4. Another positive is that agriculture has grown by 3.5 percent in real terms and by 13.7 percent in nominal terms. Clearly, agri inflation is helping. With a good rabi harvest predicted, rural India should gain if some of the higher food prices continues. However, not everyone agrees with this picture of improvement in rural conditions. Professor Himanshu points to the collapse in rural wages and wonders if there is much truth to the argument of improving terms of trade for agriculture. But at least some parts of rural India should be recovering , going by these GDP numbers.
Now to the worrying revision in GDP numbers.
1. Firstly why have the Q1 and Q2 numbers been revised? Heretofore revisions had been done only at the end of a year. Numbers are revised after the year is done for a variety of reasons. The quarterly figures are based on the quarterly results of listed companies. Unlisted companies don’t announce quarterly accounts. They only file annual numbers with the Registrar of Companies, after the year is done.
Also, there are several rounds of harvest arrivals. For a variety of reasons, therefore, the first revision to the annual GDP numbers come 10 months after the financial year ends. It is hence completely unusual for the Central Statistics Office (CSO) to revise the Q1 and Q2 GDP numbers while presenting the Q3 numbers.
2. What’s even more bizarre is the dramatic change in the numbers. For instance Q1 mining has been revised lower by over 6 percent. Even worse is construction which has been cut by over Rs 17,000 crores or 6 percent versus the earlier Q1 construction figure. While one can understand that the CSO is counting some items that got left out, such huge cuts are difficult to make sense of.
The Ministry of Statistics and Programme Implementation's press release gives no reasons for the premature revisions,
3. The changes in the Q2 numbers are even more shocking. On November 30, the CSO said Q2 exports were at 7.26 lakh crore. But on February 28 it said that Q2 exports were actually at 7.03 lakh crore. Where did the Rs 22,000 crore of exports vanish in three months?
The revisions are much worse when it comes to imports. In the November 30 release, the Q2 imports were put at 8.62 lakh crore. Now on Feb 28 they have been revised down to 7.8 lakh crore — almost 1 lakh crore less of imports. How come the numbers swing so wildly? What additional information did the CSO get that it has cut  imports and exports for Q2 so drastically.
4. With no one able to make sense of these dramatic changes in the current year’s GDP, some economists  are speculating that the CSO may have recast the Q1 and Q2 numbers only to secure a 5 percent GDP growth this year. If this guess is correct, it’s a bad sign.
Thus far we have doubted the efficiency of the CSO, but now there are worries that it may be cooking the books.

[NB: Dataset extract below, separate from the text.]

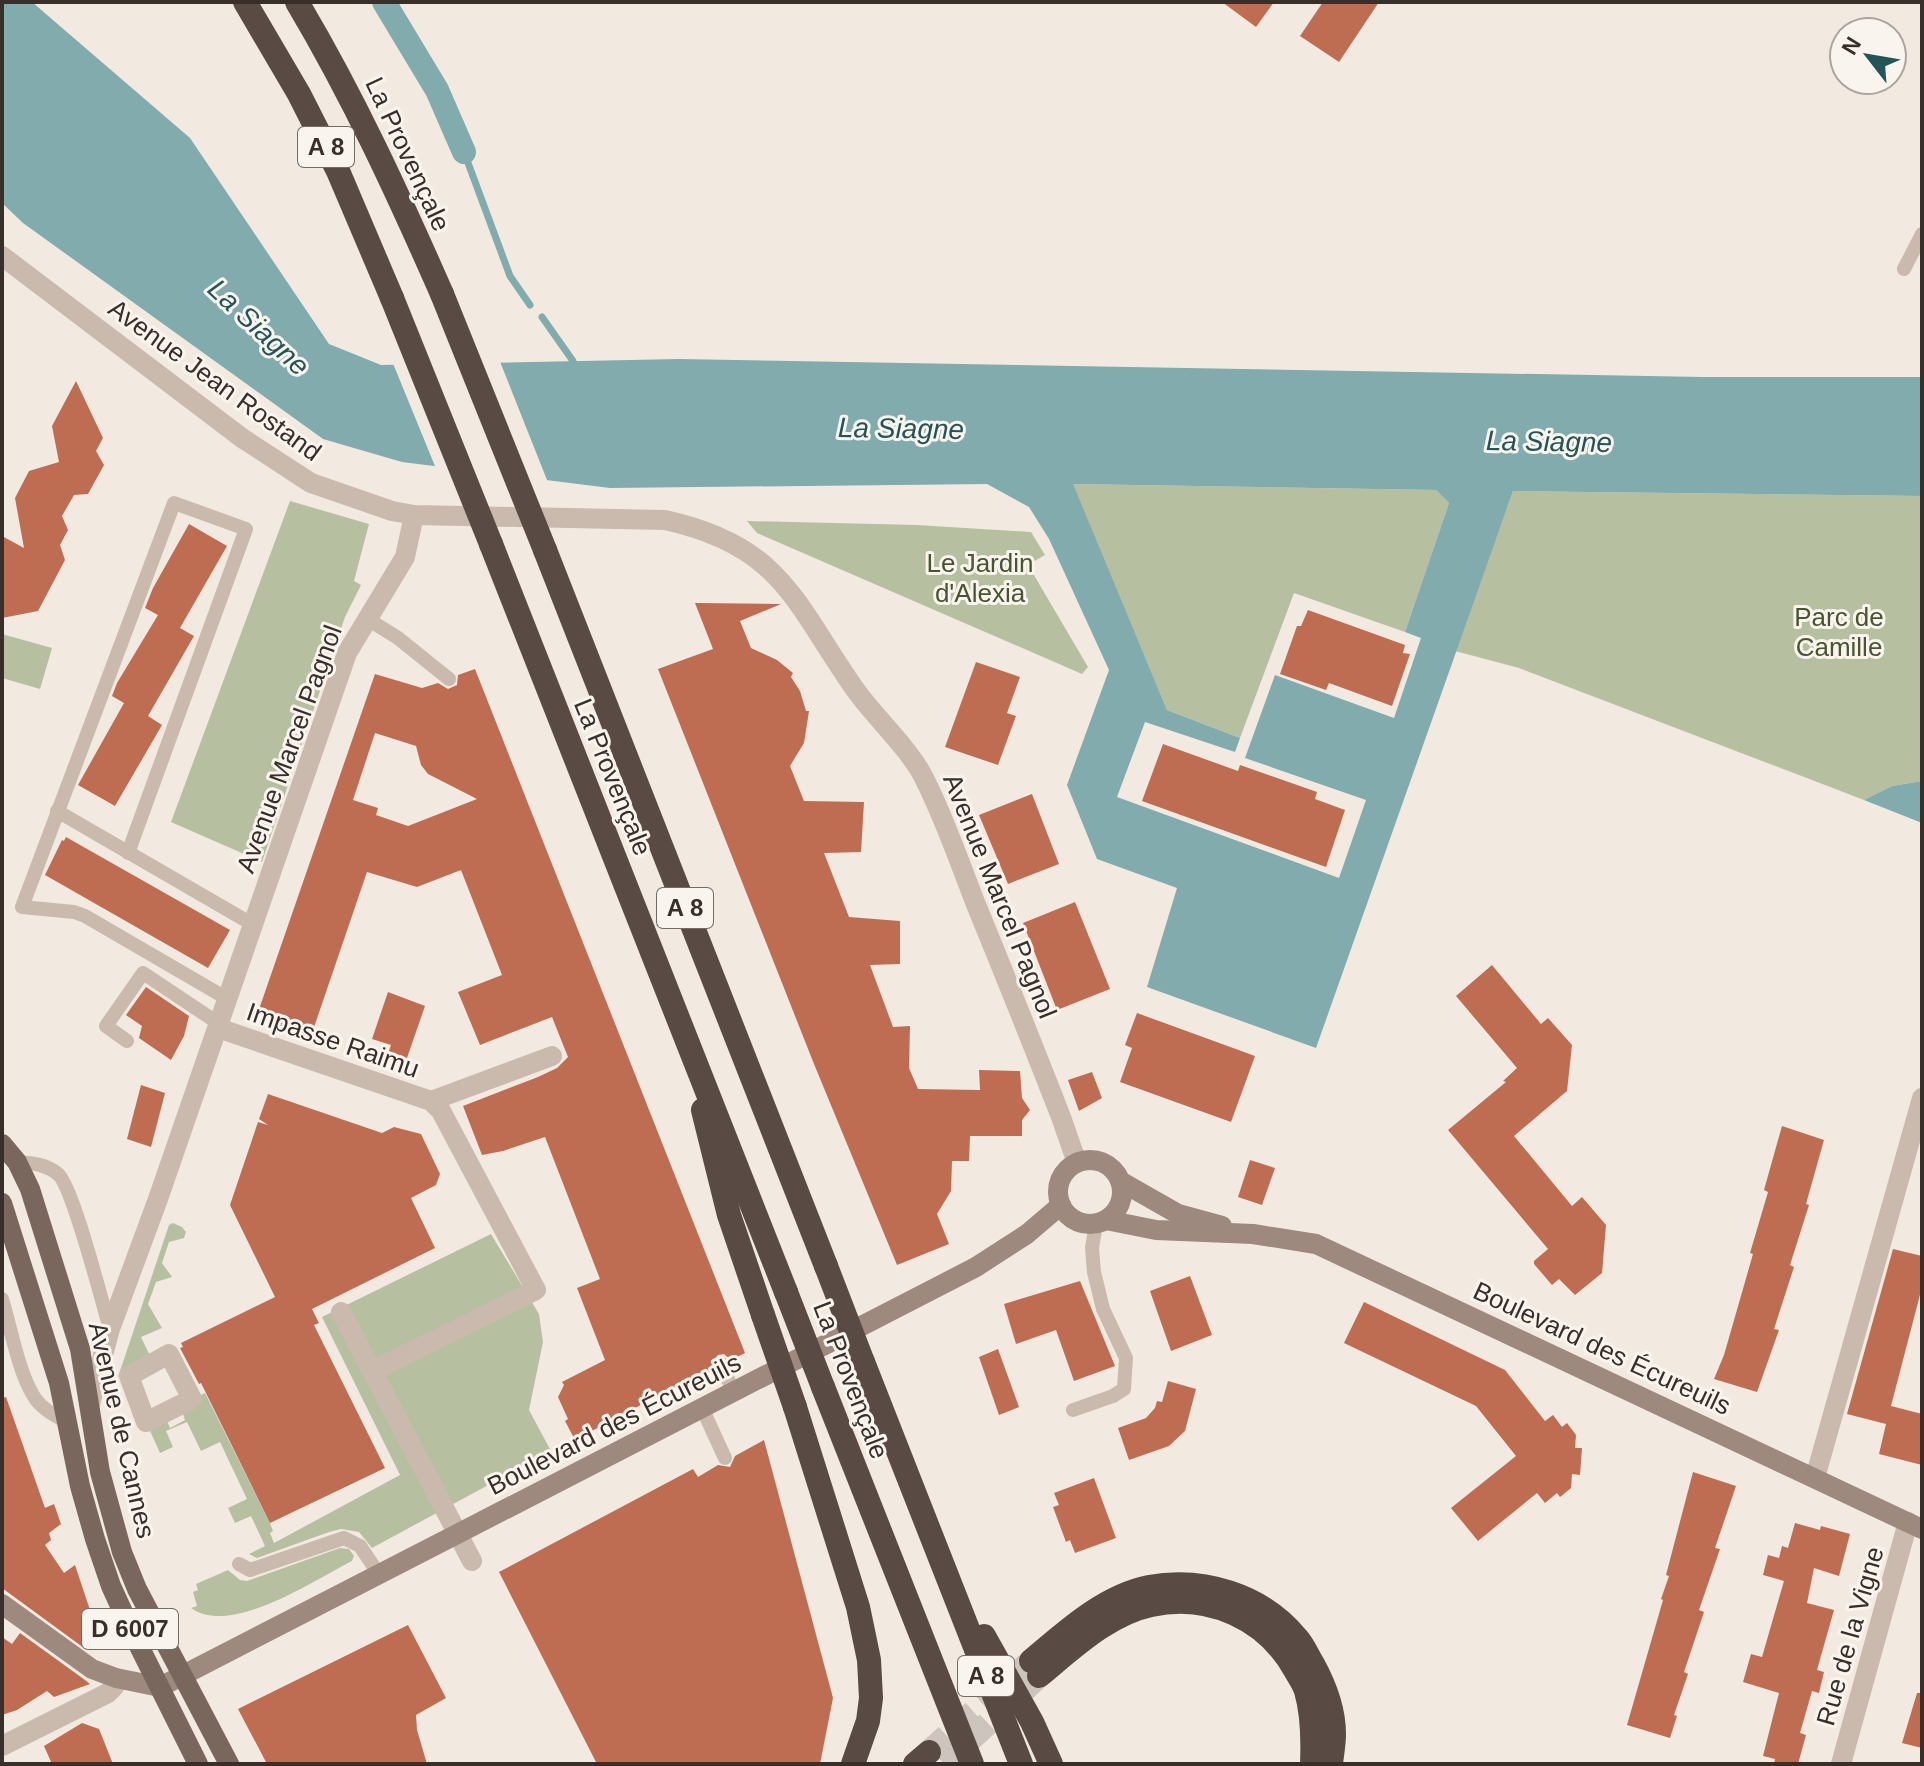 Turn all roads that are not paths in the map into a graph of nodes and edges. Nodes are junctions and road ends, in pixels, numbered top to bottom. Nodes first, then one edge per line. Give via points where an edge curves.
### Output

5. And finally, even the population number revisions look  bizarre: When the full-year GDP numbers for FY19 were reported on May 31, 2019, the population was estimated to have grown by 1.2 percent that year. The latest press release says population in FY19 grew by only 1 percent and yet it estimates that the FY20 population will grow by 1.1 percent. Can the pace of population growth fluctuate so much? A divergence of 0.2 percent in India’s incremental population is a huge calculation error. Such revisions to the population impact the per capita income calculation, which is the actual GDP number we should be watching. The per capita GDP in FY20 is estimated to grow by a pathetic 3.9 percent.
Too much is troubling in these revisions. But the most important question the CSO and the Mospi need to answer is why were the quarterly numbers revised out of turn.